There followed another letter dated the 25th April 1969 (exhibit 4 ‘B’). There was then a meeting between the two sides on the 3rd June, 1969, but there is disagreement [*79] about what ensued at it. There was also correspondence whether the subject property had been excluded from the area required for the construction of the new Larnaca port or not. The main subject of this correspondence was the meaning of the term “immovable property” applied to the subject matter of the proceedings, in view of the fact that there were installations and fixtures of the said factory thereon. (See exhibits 1(1), (2), (3) and (4) of the 15th January, 17th February, 23rd February and 9th April, 1970, respectively).

Some three years later, that is, on the 3rd November, 1973, the applicants addressed a letter (exhibit 1(5)) to the Director-General, Ministry of Communications and Works, by which the attention of the respondents was drawn to para. 5 of Article 23 of the Constitution, calling upon them to exclude within 45 days from the acquisition and requisition, their property known as The Cyprus Tannery, Plot 334 at Larnaca reserving their rights to claim also reasonable compensation for the occupation and use of the said property by or on behalf of the Government and for any damage caused thereto from the, date of the acquisition up to the date of requisition of such property and delivery to their clients.

On the 15th January, 1974 by letter (exh.1(8)), the applicants were informed as follows:

(a) In your letter you refer generally to para. 5 of Article 23 of the Constitution and you do not specify for which reason you allege that the aforesaid Plot No. 334 must be excluded from the acquisition and requisition.

(b) Under these circumstances, you realise that it is not possible to examine the subject in the light of any reasons unknown to us on which you base your allegation, and in our opinion, there do not and does not exist any violation of the Law with regard to the said acquisition and requisition.

On the 14th October, 1974 by letter (exh.1(9)), the applicants, through their advocate, wrote to the Director40 General of the respondent Ministry: [*80]

“As you know:, our letter dated 3rd November, 1973 is a continuation of previous correspondence and interview of the 14th December, 1970, with the then Minister of Communications and Works, Mr. Nicos Roussos, by virtue of which we allege that Plot No. 334 in Larnaca of our client’s Company Cyprus Tannery Ltd. was excluded from the area which was necessary for construction of the Larnaca port and for this it should be released from the acquisition and requisition and be returned to our client Company (see our letters to you dated 15.1.1970, 23.2.1970 and interview of the 14th December, 1970 at 4 p.m. with the then Minister Mr. Nicos Roussos, our letter dated 3.11.1973 and your letter dated 15.1.1974 and our reply dated 25.1.1974). It is very regrettable to allege in your letter dated 11.10.1974 that we do not specify in our letter dated 3.11.1973 the reasons for the applied release. This was completely unnecessary because our letter dated 3.11.1973 was, as we mentioned hereinabove, a continuation of previous correspondence and interview. Also, para. 5 of Article 23 of the Constitution, speaks for itself and applies only in cases as the present one. Consequently, your allegations in paras. (a) and (b) of your under reply letter is an unfortunate argumentation which you make only after the lapse of almost one year from our letter dated 3.11.1973……”
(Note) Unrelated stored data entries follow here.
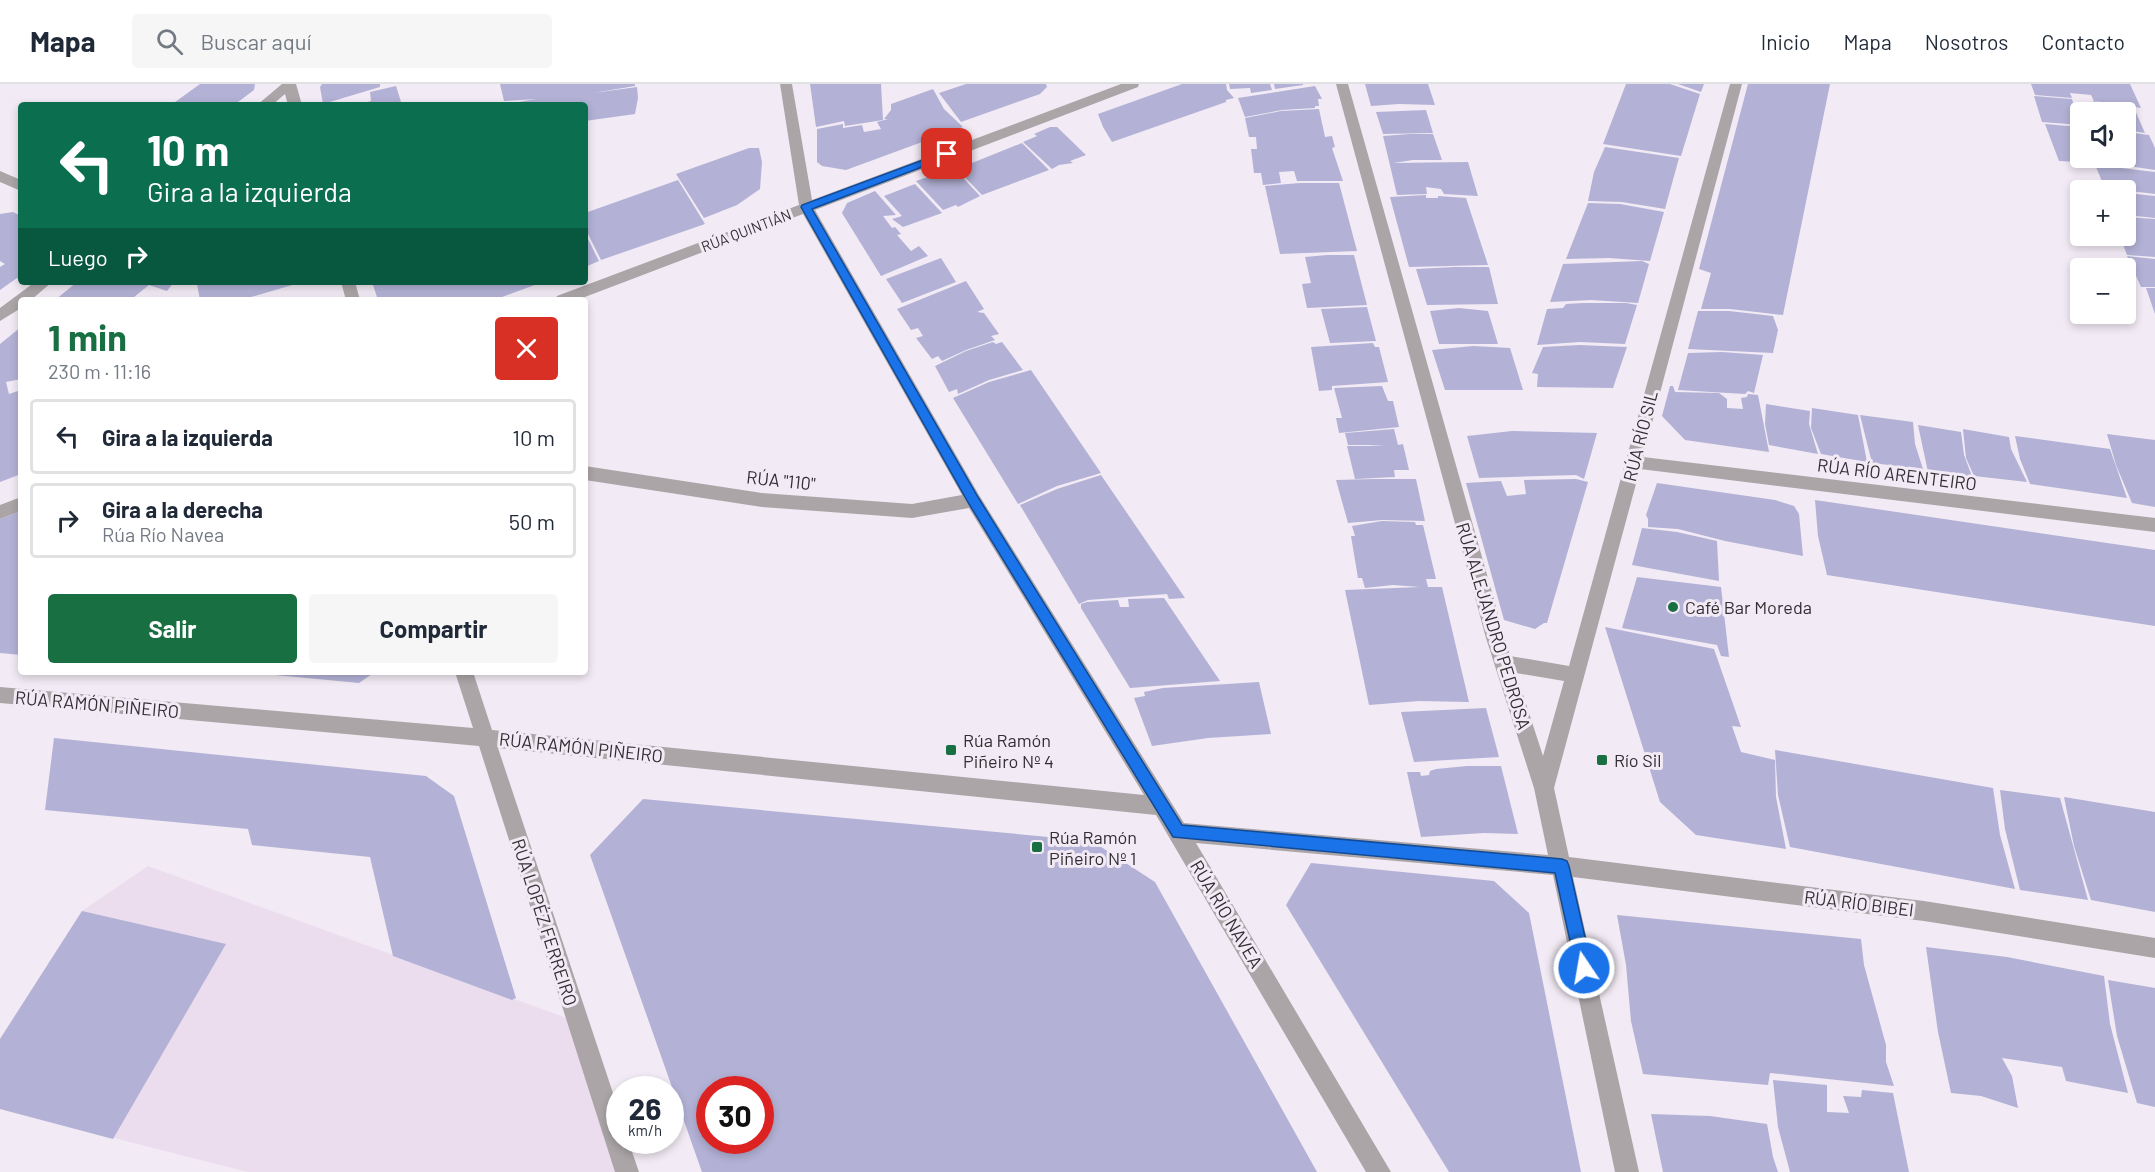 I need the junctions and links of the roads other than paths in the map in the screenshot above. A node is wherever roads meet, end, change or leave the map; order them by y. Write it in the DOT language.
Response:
graph roads {
  1 [pos="290,84"];
  2 [pos="786,84"];
  3 [pos="1084,84"];
  4 [pos="1133,84"];
  5 [pos="1342,84"];
  6 [pos="1736,84"];
  7 [pos="1091,99"];
  8 [pos="268,102"];
  9 [pos="295,102"];
  10 [pos="0,176"];
  11 [pos="18,185"];
  12 [pos="806,207"];
  13 [pos="41,285"];
  14 [pos="25,297"];
  15 [pos="570,297"];
  16 [pos="18,302"];
  17 [pos="0,316"];
  18 [pos="1635,462"];
  19 [pos="588,473"];
  20 [pos="973,500"];
  21 [pos="18,505"];
  22 [pos="0,512"];
  23 [pos="2155,525"];
  24 [pos="1503,663"];
  25 [pos="465,675"];
  26 [pos="1575,675"];
  27 [pos="0,695"];
  28 [pos="485,738"];
  29 [pos="1544,788"];
  30 [pos="1162,806"];
  31 [pos="1178,832"];
  32 [pos="1562,866"];
  33 [pos="2155,948"];
  34 [pos="627,1172"];
  35 [pos="1379,1172"];
  36 [pos="1627,1172"];
  1 -- 8 [label="street"];
  1 -- 9 [label="street"];
  2 -- 12 [label="street, RÚA RÍO NAVEA"];
  3 -- 7 [label="street"];
  4 -- 7 [label="street, RÚA QUINTIÁN"];
  5 -- 24 [label="street, RÚA ALEJANDRO PEDROSA"];
  6 -- 18 [label="street, RÚA RÍO SIL"];
  7 -- 12 [label="street, RÚA QUINTIÁN"];
  10 -- 11 [label="street"];
  12 -- 15 [label="street, RÚA QUINTIÁN"];
  12 -- 20 [label="street, RÚA RÍO NAVEA"];
  13 -- 14 [label="street"];
  16 -- 17 [label="street"];
  18 -- 23 [label="street, RÚA RÍO ARENTEIRO"];
  18 -- 26 [label="street, RÚA RÍO SIL"];
  19 -- 20 [label="street, RÚA \"110\""];
  20 -- 30 [label="street, RÚA RÍO NAVEA"];
  21 -- 22 [label="street"];
  24 -- 26 [label="street"];
  24 -- 29 [label="street, RÚA ALEJANDRO PEDROSA"];
  25 -- 28 [label="street, RÚA LOPÉZ FERREIRO"];
  26 -- 29 [label="street, RÚA RÍO SIL"];
  27 -- 28 [label="street, RÚA RAMÓN PIÑEIRO"];
  28 -- 30 [label="street, RÚA RAMÓN PIÑEIRO"];
  28 -- 34 [label="street, RÚA LOPÉZ FERREIRO"];
  29 -- 32 [label="street, RÚA ALEJANDRO PEDROSA"];
  30 -- 31 [label="street, RÚA RÍO NAVEA"];
  31 -- 32 [label="street, RÚA RÍO BIBEI"];
  31 -- 35 [label="street, RÚA RÍO NAVEA"];
  32 -- 33 [label="street, RÚA RÍO BIBEI"];
  32 -- 36 [label="street, RÚA ALEJANDRO PEDROSA"];
}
It is disputed that the then Minister informed the applicants’ lawyer that the property in question was excluded from the acquisition and it is invoked in support of the contrary, the fact that a month afterwards the previous order of requisition was renewed.

In the meantime the new port as such was constructed and started operating.

By letter dated the 27th June, 1974 (exh.4’H’) the District Lands Officer, Larnaca, asked Mr. .Sarafian who was acting all along for the applicant Company, to furnish him with his claim with a view to a settlement of the question of compensation, but it was after the filing of the present recourse and in fact on the 29th May, 1975, (exh.2’K’) that an offer for £20,000, was made to the applicant Company as compensation for the value of their property [*81] under acquisition, which offer, was turned down on the 3rd June, 1975 (exh.2 ‘L’).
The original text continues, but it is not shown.